Aim of the exercise –
Starting at the line that contains "ring tip: (357, 281)", return every line through the end of the data exactly, without pictures.
:: Study material
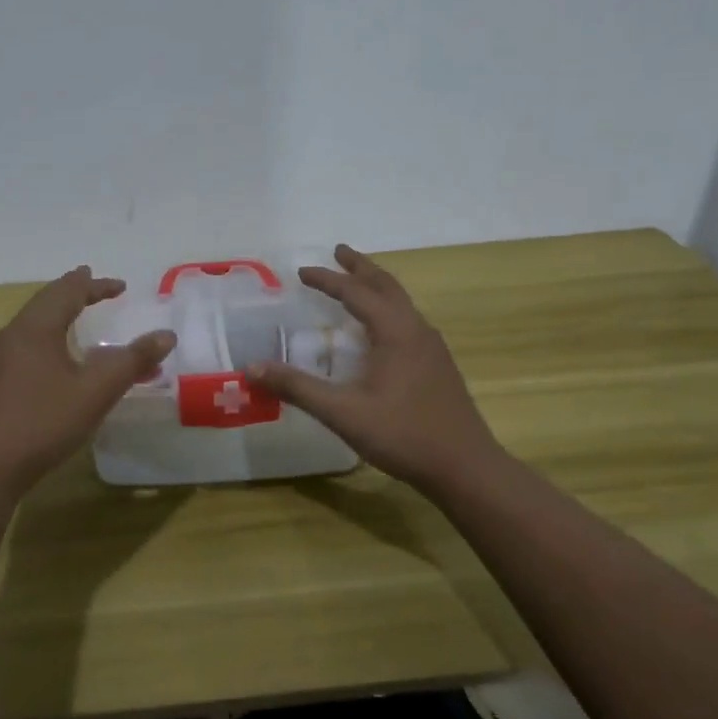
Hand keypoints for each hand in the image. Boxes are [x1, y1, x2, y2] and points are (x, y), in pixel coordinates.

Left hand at [0, 266, 175, 502]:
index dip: (96, 286)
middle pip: (46, 302)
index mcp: (36, 327)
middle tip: (94, 286)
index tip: (121, 286)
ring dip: (60, 316)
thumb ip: (132, 361)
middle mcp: (13, 335)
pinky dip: (49, 339)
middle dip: (74, 293)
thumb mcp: (96, 391)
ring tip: (77, 317)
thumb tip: (167, 335)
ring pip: (34, 325)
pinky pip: (27, 346)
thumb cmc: (43, 422)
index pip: (68, 291)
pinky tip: (55, 361)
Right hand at [249, 244, 501, 496]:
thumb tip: (252, 368)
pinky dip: (387, 308)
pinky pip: (408, 320)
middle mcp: (416, 330)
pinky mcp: (438, 365)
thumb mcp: (343, 413)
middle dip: (360, 267)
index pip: (356, 292)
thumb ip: (297, 388)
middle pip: (386, 286)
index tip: (301, 271)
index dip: (327, 280)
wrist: (465, 467)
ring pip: (401, 302)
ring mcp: (432, 347)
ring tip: (357, 281)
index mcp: (395, 331)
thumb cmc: (403, 435)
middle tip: (338, 251)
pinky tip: (379, 330)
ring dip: (376, 286)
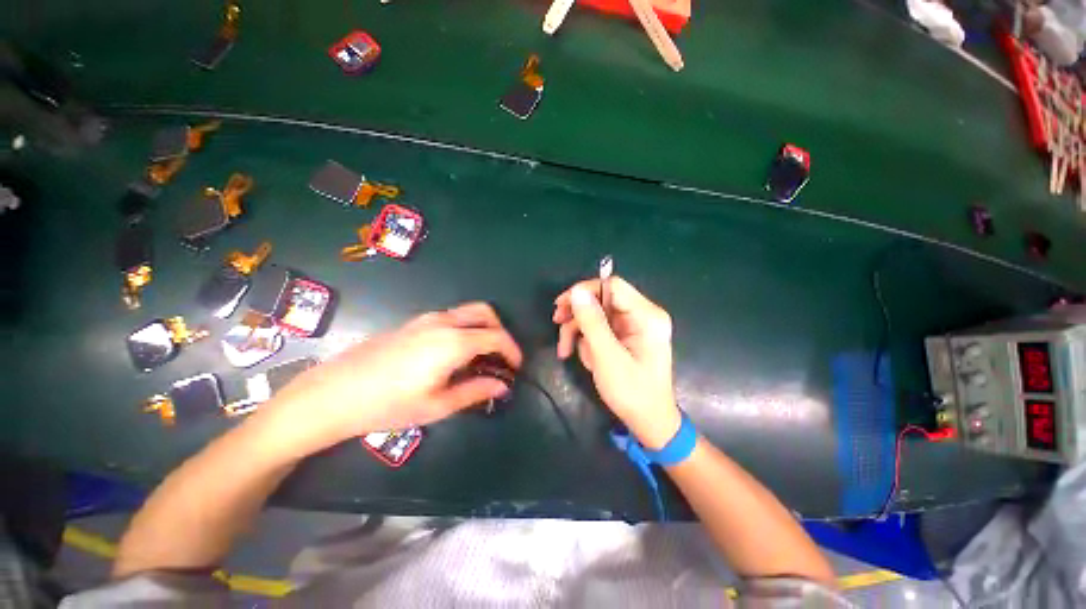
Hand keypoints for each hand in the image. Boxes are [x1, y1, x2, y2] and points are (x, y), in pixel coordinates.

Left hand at [259, 303, 521, 456]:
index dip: (512, 351)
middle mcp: (443, 322)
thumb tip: (503, 385)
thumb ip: (476, 391)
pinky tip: (455, 353)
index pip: (496, 337)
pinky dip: (465, 328)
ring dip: (483, 328)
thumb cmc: (388, 405)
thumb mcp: (437, 405)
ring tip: (481, 357)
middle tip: (501, 356)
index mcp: (454, 342)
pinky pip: (451, 318)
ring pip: (467, 312)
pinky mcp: (413, 322)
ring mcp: (426, 319)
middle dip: (501, 331)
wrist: (333, 393)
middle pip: (485, 313)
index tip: (516, 367)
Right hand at [553, 277, 680, 448]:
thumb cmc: (632, 392)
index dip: (584, 290)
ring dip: (578, 329)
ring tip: (566, 351)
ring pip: (597, 314)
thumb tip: (576, 292)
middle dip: (578, 314)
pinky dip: (587, 339)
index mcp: (647, 316)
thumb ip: (592, 323)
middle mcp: (643, 314)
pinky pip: (601, 327)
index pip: (612, 286)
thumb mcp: (607, 357)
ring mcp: (635, 325)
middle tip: (556, 324)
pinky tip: (584, 356)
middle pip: (602, 299)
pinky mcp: (627, 335)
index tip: (561, 306)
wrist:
::::
Problem solution –
ring tip: (357, 281)
index mcp: (395, 331)
thumb cmc: (403, 435)
middle tip: (338, 251)
pinky tip: (379, 330)
ring dip: (376, 286)
Hand keypoints for each hand in the image. Boxes are [x1, y1, x2, y2] and points are (x, y), in pixel coordinates.

Left hand at [259, 303, 521, 456]:
index dip: (512, 351)
middle mcp: (443, 322)
thumb tip: (503, 385)
thumb ip: (476, 391)
pinky tip: (455, 353)
index pip: (496, 337)
pinky dip: (465, 328)
ring dip: (483, 328)
thumb cmc: (388, 405)
thumb mcp: (437, 405)
ring tip: (481, 357)
middle tip: (501, 356)
index mcp: (454, 342)
pinky pip: (451, 318)
ring pip: (467, 312)
pinky mcp: (413, 322)
ring mcp: (426, 319)
middle dip: (501, 331)
wrist: (333, 393)
middle pip: (485, 313)
index tip: (516, 367)
Right hand at [553, 277, 680, 448]:
thumb cmc: (632, 392)
index dip: (584, 290)
ring dip: (578, 329)
ring tip: (566, 351)
ring pip: (597, 314)
thumb tip: (576, 292)
middle dip: (578, 314)
pinky dip: (587, 339)
index mcp: (647, 316)
thumb ip: (592, 323)
middle mcp: (643, 314)
pinky pip: (601, 327)
index pip: (612, 286)
thumb mcp: (607, 357)
ring mcp: (635, 325)
middle tip: (556, 324)
pinky tip: (584, 356)
middle pip: (602, 299)
pinky mcp: (627, 335)
index tip: (561, 306)
wrist:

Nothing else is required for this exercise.